The defendant agrees that a violation of N.J.S.A. 34:15-39.1 gives rise to an action pursuant to Pierce. But, the defendant argues, Pierce only provides a remedy for at-will employees, otherwise unprotected against discharged, and has no application to employees covered by a collective bargaining agreement. Employees of the latter category, it is argued, must pursue their contractual remedies and resort initially to arbitration if the contract so provides.

We first address the applicability of the Pierce wrongful discharge doctrine to the plaintiff, an employee covered by a collective bargaining agreement.

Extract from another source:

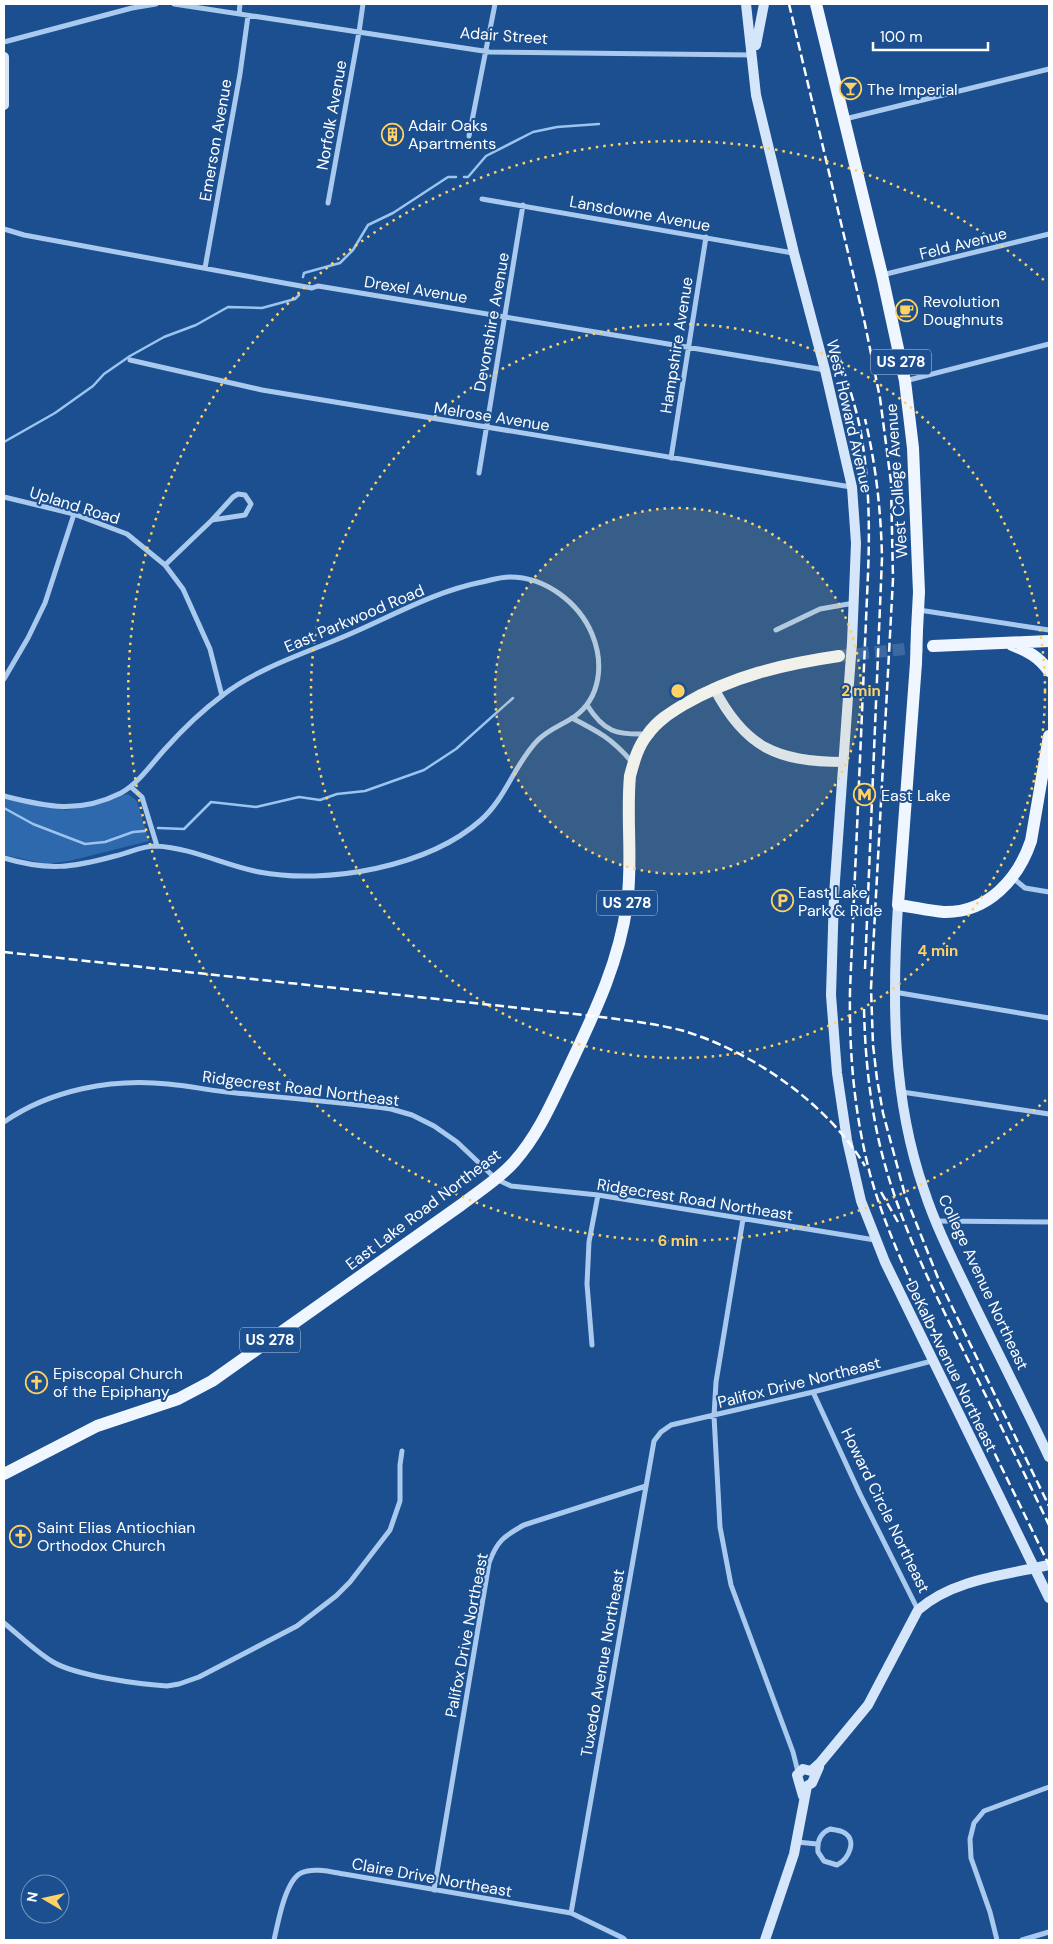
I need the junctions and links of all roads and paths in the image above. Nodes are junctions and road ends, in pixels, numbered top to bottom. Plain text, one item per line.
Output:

The Pierce court held that “an employee has a cause of action for wrongful discharge when the discharge is contrary to a clear mandate of public policy.” 84 N.J. at 72, 417 A.2d 505. The court stated that such a cause of action could be maintained in contract — predicated on the breach of an implied provision prohibiting the discharge of an employee who refused to perform an act that violates public policy — or in tort — based on a duty of the employer not to discharge an employee under such circumstances. Id. Under the latter theory, punitive damages are available. Id.

The decision in Pierce involved an at-will employee, and the entire discussion leading up to the holding dealt with the need to provide some protections for at-will employees; that is, employees who could be terminated with or without cause at any time, due to the absence of contractual provisions restricting termination to “just cause” or otherwise providing a definite term of employment. The decision is predicated, it seems, on the absence of any other remedies for this class of employees and the realization that, in limited circumstances, there must be limits to an employer’s authority over its employees.

*180 Thus, courts (albeit not yet the courts of New Jersey) have frequently held that the existence of a statutory remedy for redress of a violation of public policy (for example, race or sex discrimination) precludes the injured employee from asserting a common law wrongful discharge claim. See, e.g., Bonham v. Dresser Industries, 569 F.2d 187, 195 (3d Cir.1977); Wehr v. Burroughs Corp., 438 F.Supp.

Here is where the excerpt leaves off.